● ACTIVITY
Below are some records; quote exactly the lines from the one that contains "M716,469L725,470L728,474L727,479L723,483L718,482L714,478Z" through the one that contains "M968,485L977,509L954,517L945,494Z", inclusive, and no others.

Stored records
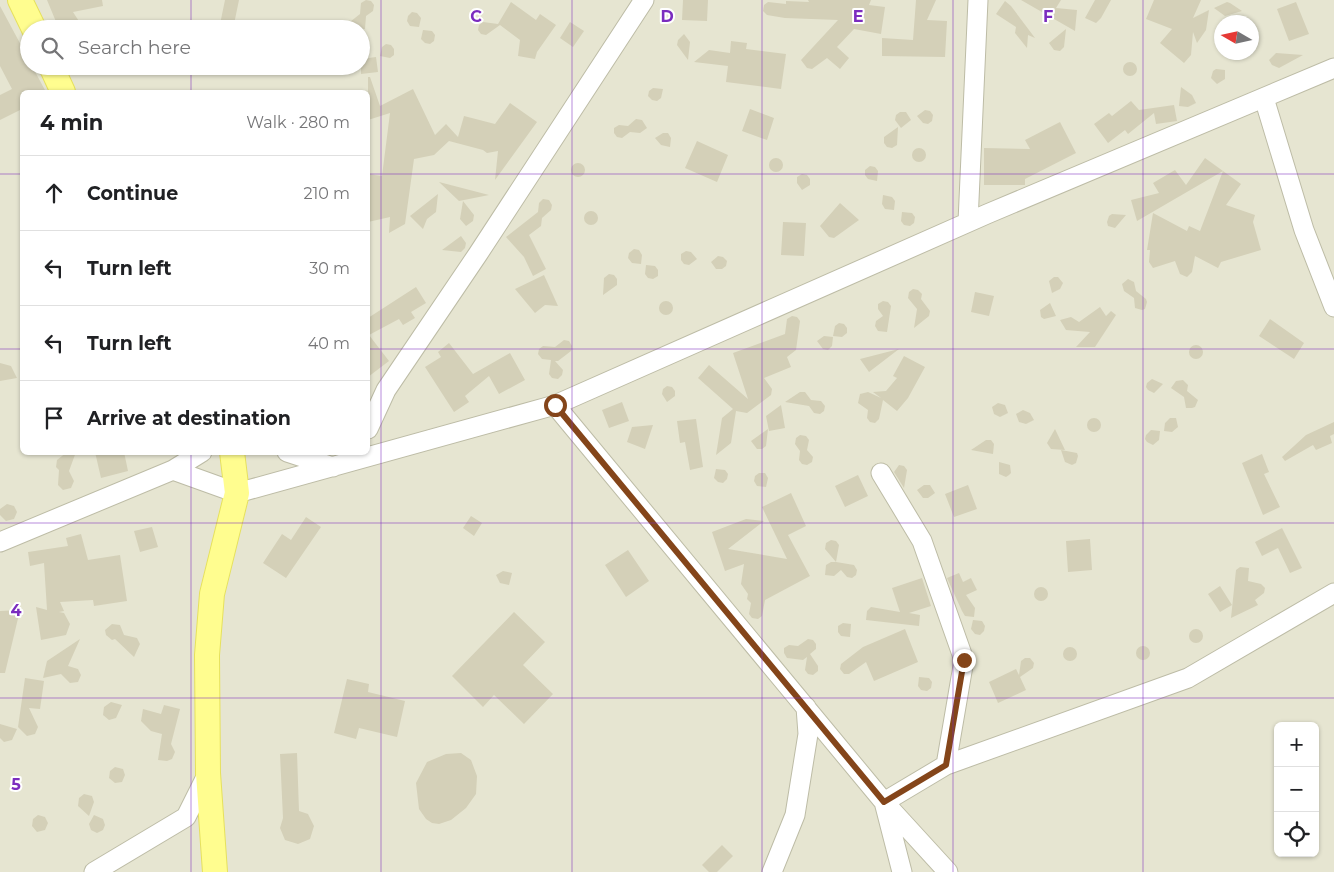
<!DOCTYPE html>
<meta charset="utf-8">
<style>
:root{--surface:#fff;--page:#f6f6f6;--text:#202124;--muted:#757577;--line:#e0e0e0}
body{margin:0;font-family:Montserrat,sans-serif;background:var(--page);color:var(--text)}
.controls{position:absolute;right:15px;bottom:15px;display:grid;overflow:hidden;border-radius:8px;box-shadow:0 1px 4px #0004}
.controls button{width:45px;height:45px;display:grid;place-items:center;padding:0;border:0;border-bottom:1px solid var(--line);background:var(--surface);color:var(--text);font:25px sans-serif}
.compass{position:absolute;left:1214px;top:15px;width:45px;height:45px;border-radius:50%;background:var(--surface);box-shadow:0 1px 4px #0004;rotate:279deg}
.stop{position:absolute;width:15px;height:15px;margin:-11px;border:4px solid #84451a;border-radius:50%;background:#fff}
.stop.end{background:#84451a;border-color:#fff;box-shadow:0 1px 5px #0008}
.list{margin:0;padding:0;list-style:none}
h2{display:flex;justify-content:space-between;align-items:center;height:65px;margin:0;padding:0 20px;font-size:21px}
h2 small{font-size:16px;font-weight:400;color:var(--muted)}
.list li{display:grid;grid-template-columns:32px 1fr auto;gap:15px;align-items:center;box-sizing:border-box;height:75px;padding:0 20px;border-top:1px solid var(--line)}
.list b{display:block;font-size:19px;white-space:nowrap}
.list em{font-size:16px;font-style:normal;color:var(--muted)}
.icon{flex:none;width:28px;height:28px;fill:none;stroke:currentColor;stroke-width:2;stroke-linecap:round;stroke-linejoin:round}
.map{position:relative;flex:none;width:1334px;height:872px;overflow:hidden}
.search{position:absolute;background:var(--surface);box-shadow:0 1px 4px #0004;left:20px;top:20px;width:350px;height:55px;display:flex;align-items:center;gap:12px;box-sizing:border-box;padding:0 18px;border-radius:28px;color:var(--muted);font-size:19px}
.panel{position:absolute;background:var(--surface);box-shadow:0 1px 4px #0004;left:20px;top:90px;width:350px;height:365px;border-radius:8px}
.map>svg:first-child{display:block}
.residential{fill:#e6e5d1;fill-rule:evenodd}
.building{fill:#d4d0b8}
.lines{fill:none;stroke-linecap:round;stroke-linejoin:round}
.minor-casing{stroke:#bdbca6;stroke-width:21}
.major-casing{stroke:#e6e15d;stroke-width:26}
.minor{stroke:#fff;stroke-width:19}
.major{stroke:#fffd8f;stroke-width:24}
.route{stroke:#84451a;stroke-width:6}
.grid{fill:none;stroke:#7b2cbf;stroke-width:1;stroke-opacity:0.55}
.grid-label{font-size:16px;text-anchor:middle;font-weight:bold;fill:#7b2cbf;stroke:#fff;stroke-width:4;stroke-linejoin:round;paint-order:stroke}
</style>
<div class="map">
<svg width="1334" height="872" viewBox="0 0 1334 872">
<rect width="100%" height="100%" fill="#f2f1e3"/>
<path class="residential" d="M0,0H1334V872H0ZM1222,22H1252V52H1222ZM29,29H361V66H29ZM22,92H368V452H22ZM1278,726H1315V853H1278Z"/>
<path class="building" d="M47,0H102L103,6L73,12L84,29H59Z
M225,0H239L233,29H219Z
M366,0L371,1L374,5L373,11L366,16L365,29H341L360,14L361,3Z
M683,0H708L707,21L682,20Z
M808,0H871L869,5L885,7L881,34L854,29L837,47L849,58L840,69L827,58L812,69L807,68L801,60L838,20L785,18L767,15L763,11L764,5L768,2L786,4V1L809,2Z
M916,0H936L927,20L947,21L945,57L882,56V38L913,40Z
M1021,0H1061L1056,8L1077,10L1075,31Z
M1095,0H1111L1101,18L1096,23L1085,18Z
M1154,0H1201L1193,18L1209,10L1206,30L1197,43L1193,32L1191,55L1184,63L1160,43L1172,29L1146,19Z
M1005,1L1011,6L1035,38L1028,35L1027,48L1015,33L1016,27L996,14Z
M511,2L536,20L540,14L556,25L537,52L535,59L518,56L520,40L500,25L486,35L481,34L478,30L479,25L483,22L498,24Z
M1227,2L1230,3L1242,11L1225,16L1214,8Z
M1296,2L1309,34L1289,41L1277,9Z
M0,6L29,60V66H32L46,92H22V109L0,120V95L12,89L0,66Z
M412,12L417,13L421,18L419,27L410,26L407,21L408,16Z
M570,22L584,31L573,47L560,38Z
M1066,29L1064,47L1060,51L1054,50L1049,43Z
M423,30L432,31L435,35L434,41L430,44L425,43L421,39Z
M684,34L690,42L688,60L677,45L678,40Z
M731,41L747,43L746,49L786,54L781,89L726,82L728,66L694,62L709,50L730,53Z
M386,44L391,45L394,49V55L390,58L380,56L382,47Z
M1276,53L1303,55L1279,68L1272,65L1269,60Z
M376,57L378,72L361,74V59Z
M1123 69a7 7 0 1 1 14 0a7 7 0 1 1-14 0Z
M1216,69L1225,70V79L1217,84L1211,78L1213,71Z
M368,77H370L380,106L413,89L435,135L446,124L458,137L464,116L495,124L510,103L537,122L495,180L498,151L487,153L483,150L449,141L434,155L414,159L405,224L389,233L390,217L368,222V174L382,176L390,113L368,120Z
M1181,87L1192,95L1196,103L1188,107L1179,106Z
M653,88L663,89L661,98L657,101L652,100L648,96L649,91Z
M1131,101L1139,110L1174,105L1177,121L1156,124L1154,113L1128,134L1125,130L1108,143L1094,124L1109,113L1112,116Z
M750,109L774,118L767,140L742,131Z
M925,110L930,111L933,115L932,121L928,124L923,123L917,116Z
M900,112H906L911,120L901,128L895,120L896,115Z
M636,119L642,120L647,128L640,133L630,132L622,138L617,137L614,133V128L619,125L628,126Z
M1060,122L1076,153L1025,179V185H984V148L1030,149L1025,140Z
M898,127L897,145L892,148L887,147L884,143V137Z
M663,133H668L671,138L670,147L661,145L655,138Z
M697,141L728,155L717,182L685,168Z
M912 155a7 7 0 1 1 14 0a7 7 0 1 1-14 0Z
M1205,158L1241,184L1226,205L1255,215L1253,222L1261,250L1221,262L1218,268L1195,256L1192,272L1187,277L1180,274L1175,261L1153,268L1149,262L1150,250H1147L1153,213L1187,231L1189,226L1200,231L1223,171L1137,221L1131,200L1159,193L1153,183L1175,170L1186,185Z
M769 165a7 7 0 1 1 14 0a7 7 0 1 1-14 0Z
M571 170a7 7 0 1 1 14 0a7 7 0 1 1-14 0Z
M870,166L875,167L878,171L877,181L868,179L865,175V170Z
M802,174L807,175L810,179V185L802,190L797,183V177Z
M439,182L489,195L459,201Z
M438,194L436,212L427,219L423,229L410,216Z
M883,195L892,197L895,201L894,210L885,209L882,204Z
M543,199L549,200L552,205L551,210L542,218L541,226L529,235L546,269L533,276L524,257L506,237L538,212L539,203Z
M463,201L474,215L473,221L466,226L460,219Z
M840,203L859,220L834,238L829,237L820,226Z
M584 218a7 7 0 1 1 14 0a7 7 0 1 1-14 0Z
M902,212L912,213L915,217L914,223L910,226L904,225L901,221Z
M1112,214L1126,215L1115,228L1108,226L1107,222L1109,216Z
M783,222L806,223L804,256L781,255Z
M461,236L466,243L465,248L461,252L442,250Z
M634,249L639,250L642,255L641,264L632,263L628,258L629,253Z
M686,251L691,252L697,259L689,265L684,264L681,260V254Z
M718,256L723,257L727,261L726,266L722,269H716L711,262Z
M646,265L655,266L658,270V276L653,279L648,278L645,274Z
M609,274L614,275L617,279V285L603,295L604,278Z
M544,275L558,306L545,305L535,313L515,289Z
M1054,277H1058L1063,283L1060,289L1052,293L1049,281Z
M1128,279L1134,282L1136,291L1146,299L1147,302L1145,309L1142,310L1135,308L1134,298L1124,291L1122,284Z
M416,287L426,303L411,312L415,318L403,325L399,319L369,335L389,361L368,377V318Z
M913,289L918,290L922,294L921,299L930,311L929,316L914,328L917,309L908,298L909,292Z
M975,292L994,296L989,316L971,312Z
M883,301L888,302L891,306L887,332L878,331L875,326L876,321L883,316L878,309V304Z
M659 308a7 7 0 1 1 14 0a7 7 0 1 1-14 0Z
M1050,303L1056,316L1044,319L1041,317L1040,310Z
M1100,307L1106,316L1111,311L1116,315L1095,347H1076L1090,332L1066,330L1060,320L1071,317L1079,322Z
M792,316L797,317L800,321L796,350L787,357L791,367L764,378L772,389L771,395L747,413L736,411L731,443L716,455L722,418L733,409L698,378L709,365L748,399L733,353L785,334L787,319Z
M1270,319L1304,343L1294,359L1259,336Z
M839,323L844,324L847,328V333L842,337L833,336L835,326Z
M824,336L833,337L832,346L828,350L823,349L817,341Z
M564,340L569,341L572,346L571,351L558,361H555L563,370L562,375L558,379L552,378L549,374L551,360L542,359L538,354L539,349L543,346L555,347Z
M449,343L473,374L510,353L525,380L499,394L489,376L465,396L469,402L454,412L425,367L441,357L438,352Z
M1189 352a7 7 0 1 1 14 0a7 7 0 1 1-14 0Z
M899,349L869,372L860,359Z
M904,356L925,367L908,398L897,411L883,400L879,419L875,423L870,422L867,418L868,410L858,403L860,394L868,392L881,398L873,392L886,391L897,378L893,376Z
M0,363L11,366L17,378L0,381Z
M1152,379L1163,384L1154,393L1148,390L1146,387L1147,383Z
M1183,380L1188,385L1187,391L1198,400L1195,407L1192,408H1186L1184,397L1171,388L1176,381Z
M667,386L672,387L675,391V396L667,402L662,394L663,389Z
M800,392H805L811,400L821,401L825,406L824,411L820,414L814,413L809,406L785,402Z
M622,402L629,421L609,428L602,410Z
M998,403L1005,405L1008,413L1000,417L994,414L992,407Z
M781,405L785,428L769,431L766,416Z
M1023,410L1030,413L1034,420L1026,424L1019,422L1016,414Z
M1170,418H1176L1178,427L1172,432L1164,431L1165,423Z
M1087 425a7 7 0 1 1 14 0a7 7 0 1 1-14 0Z
M696,419L703,467L690,470L685,442L680,443L677,421Z
M1334,422V434L1330,436L1332,443L1316,450L1313,445L1285,461L1282,457L1306,435Z
M653,425L645,449L627,442L632,427Z
M768,429L766,446L762,449H757L751,441Z
M1055,429L1065,450L1051,449L1047,443Z
M1151,430L1160,431L1159,440L1153,445L1147,442L1145,439L1146,435Z
M800,435L806,436L809,440L807,450L813,457L812,462L807,465L802,464L799,460L800,451L795,444L796,438Z
M986,440H991L994,444L993,454L971,450Z
M1061,450L1077,453L1078,456L1076,463L1072,465L1065,462Z
M67,452H76L69,471L74,481L71,488L63,490L58,485L59,470L56,467L57,460Z
M95,452H124L128,471L101,478Z
M1262,454L1269,472L1264,474L1280,507L1263,515L1242,463Z
M999,462L1010,465L1011,473L1009,475L1006,477L999,474Z
M899,465L904,466L907,470L904,488L894,472Z
M716,469L725,470L728,474L727,479L723,483L718,482L714,478Z
M759,473H765L768,478L766,487L757,486L754,481L755,476Z
M858,475L868,496L845,507L835,486Z
M924,485H930L935,493L928,498H923L917,490Z
M968,485L977,509L954,517L945,494Z
M791,493L806,526L788,535L810,576L765,600L762,616L758,619L752,618L749,614L751,603L747,599L748,594L741,584L744,564L725,571L712,532L746,519L764,521L728,549L787,559L762,507Z
M7,504L14,506L17,512L14,519L6,521L0,515V509Z
M471,516L482,523L474,536L463,528Z
M306,517L321,527L286,578L263,563L282,534L291,540Z
M152,527L158,547L140,552L134,531Z
M1282,528L1302,568L1290,573L1278,548L1262,556L1255,542Z
M81,534L88,560L120,555L127,601L94,606L93,600L60,602L64,611L59,612L64,613L70,624L66,635L41,640L36,607L47,610L44,563L30,566L28,552L68,546L66,538Z
M1090,539L1092,570L1068,572L1066,541Z
M831,540L836,541L839,545L836,562L854,565L857,570L856,575L852,578L847,577L841,570L834,576L825,575L826,565L831,562H836L825,549L826,543Z
M628,550L649,581L626,597L605,565Z
M1240,567L1249,568L1248,581L1261,584L1265,588L1264,593L1255,600L1258,605L1231,618L1236,570Z
M503,571L512,573L509,585L500,583L496,575Z
M959,573L963,582L971,578L977,590L966,595L975,608L974,617L965,616L962,611L947,578Z
M922,578L931,606L909,613L920,615L919,626L866,620L867,611L871,607L900,612L892,588Z
M1220,586L1232,605L1220,612L1208,594Z
M1034 594a7 7 0 1 1 14 0a7 7 0 1 1-14 0Z
M20,610L5,673H0V611Z
M514,612L545,642L523,665L553,694L524,724L494,695L483,707L452,676Z
M973,620L982,621L985,626L984,631L980,635L975,634L971,629Z
M843,623L851,624L850,637L841,636L838,632V626Z
M112,624L120,625L124,635L137,638L140,644L134,657L115,639L112,640L106,635L105,630Z
M905,629L918,662L874,681L866,662L849,674H844L840,669L841,664L863,647Z
M1189 636a7 7 0 1 1 14 0a7 7 0 1 1-14 0Z
M80,639L68,666L78,669L81,675L78,682L70,683L61,674L43,678L47,661Z
M808,639L813,640L816,644V649L810,654L818,666V671L813,675L808,674L805,670L807,657L803,660L787,658L784,653V648L789,645L798,646Z
M1136 653a7 7 0 1 1 14 0a7 7 0 1 1-14 0Z
M1063 654a7 7 0 1 1 14 0a7 7 0 1 1-14 0Z
M1025,658H1030L1034,663L1033,668L1020,677L1026,690L998,703L989,682L1016,669L1019,675L1021,661Z
M919,677L929,678L932,682L931,688L927,691L921,690L918,686Z
M25,678L44,681L40,709L29,708L38,727L35,734L27,736L18,727Z
M347,679L369,684L368,692L405,701L397,737L359,728L356,739L334,733Z
M111,702L122,705L116,718L109,720L103,715L104,707Z
M164,705L180,709L171,744L175,752L172,759L167,761L158,760L162,734L151,731L141,721L143,709L161,714Z
M0,724L17,729L12,740L4,742L0,738Z
M297,753L299,811L308,814L314,826L310,839L298,844L285,840L280,828L283,818L280,754Z
M461,753L471,760L477,776L476,794L466,808L451,820L439,824L432,823L426,819L419,809L416,783L427,762L446,754Z
M115,767L123,769L125,775L122,782L115,783L109,778L110,771Z
M84,794L92,796L94,802L89,816L78,806L79,798Z
M38,815L45,817L48,823L45,830L37,832L32,826L33,819Z
M94,815L103,819L105,825L103,830L97,833L91,830L89,824Z
M722,845L733,856L717,872H709L702,865Z"/>
<g class="lines">
<g class="minor-casing">
<path id="minor" d="M1264,98L1304,230L1334,307
M968,222L978,0
M555,405L884,802L948,872
M368,429L386,390L478,254L644,0
M287,452L333,467
M173,470L237,493L555,405L987,214L1334,68
M881,473L922,541L964,660L946,765L884,802L902,872
M0,542L173,470L202,452
M946,765L1188,678L1334,593
M94,872L186,817L208,773
M772,872L795,815L808,734L806,707"/>
</g>
<g class="major-casing">
<path id="major" d="M20,0L34,29
M51,66L63,92
M215,872L208,773L207,655L212,594L237,493L232,452"/>
</g>
<use href="#minor" class="minor"/>
<use href="#major" class="major"/>
</g>
<g class="lines">
<path class="route" d="M555,405L884,802L946,765L964,660"/>
</g>
<path class="grid" d="M191,0V29M381,0V872M572,0V872M762,0V872M953,0V872M1143,0V872M191,66V92M0,174H22M368,174H1334M0,349H22M368,349H1334M191,452V872M0,523H1334M0,698H1334"/>
<g class="grid-label">
<text x="476" y="22">C</text>
<text x="667" y="22">D</text>
<text x="858" y="22">E</text>
<text x="1048" y="22">F</text>
<text x="16" y="616">4</text>
<text x="16" y="790">5</text>
</g>
</svg>
<div class="controls">
<button>+</button>
<button>−</button>
<button><svg class="icon" aria-label="locate" viewBox="0 0 24 24"><circle cx="12" cy="12" r="6"/><path d="M12 2v4M12 18v4M2 12h4M18 12h4"/></svg></button>
</div>
<svg class="compass" viewBox="-18 -18 36 36"><path d="M0-13l5 13h-10z" fill="#e53935"/><path d="M0 13l5-13h-10z" fill="#757577"/></svg>
<div class="stop" style="left:555px;top:405px"></div>
<div class="stop end" style="left:964px;top:660px"></div>
<div class="search"><svg class="icon" aria-label="search" viewBox="0 0 24 24"><circle cx="10" cy="10" r="6"/><path d="M15 15l6 6"/></svg>Search here</div>
<section class="panel">
<h2>4 min<small>Walk · 280 m</small></h2>
<ul class="list">
<li><svg class="icon" aria-label="ahead" viewBox="0 0 24 24"><path d="M12 20V5M6 11l6-6 6 6"/></svg><div><b>Continue</b></div><em>210 m</em></li>
<li><svg class="icon" aria-label="left" viewBox="0 0 24 24"><path d="M17 20v-9H6M10 6l-5 5 5 5"/></svg><div><b>Turn left</b></div><em>30 m</em></li>
<li><svg class="icon" aria-label="left" viewBox="0 0 24 24"><path d="M17 20v-9H6M10 6l-5 5 5 5"/></svg><div><b>Turn left</b></div><em>40 m</em></li>
<li><svg class="icon" aria-label="arrive" viewBox="0 0 24 24"><path d="M6 21V4h12l-3 4 3 4H6"/></svg><div><b>Arrive at destination</b></div></li>
</ul>
</section>
</div>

● RESULT OF THIS EXERCISE
M716,469L725,470L728,474L727,479L723,483L718,482L714,478Z
M759,473H765L768,478L766,487L757,486L754,481L755,476Z
M858,475L868,496L845,507L835,486Z
M924,485H930L935,493L928,498H923L917,490Z
M968,485L977,509L954,517L945,494Z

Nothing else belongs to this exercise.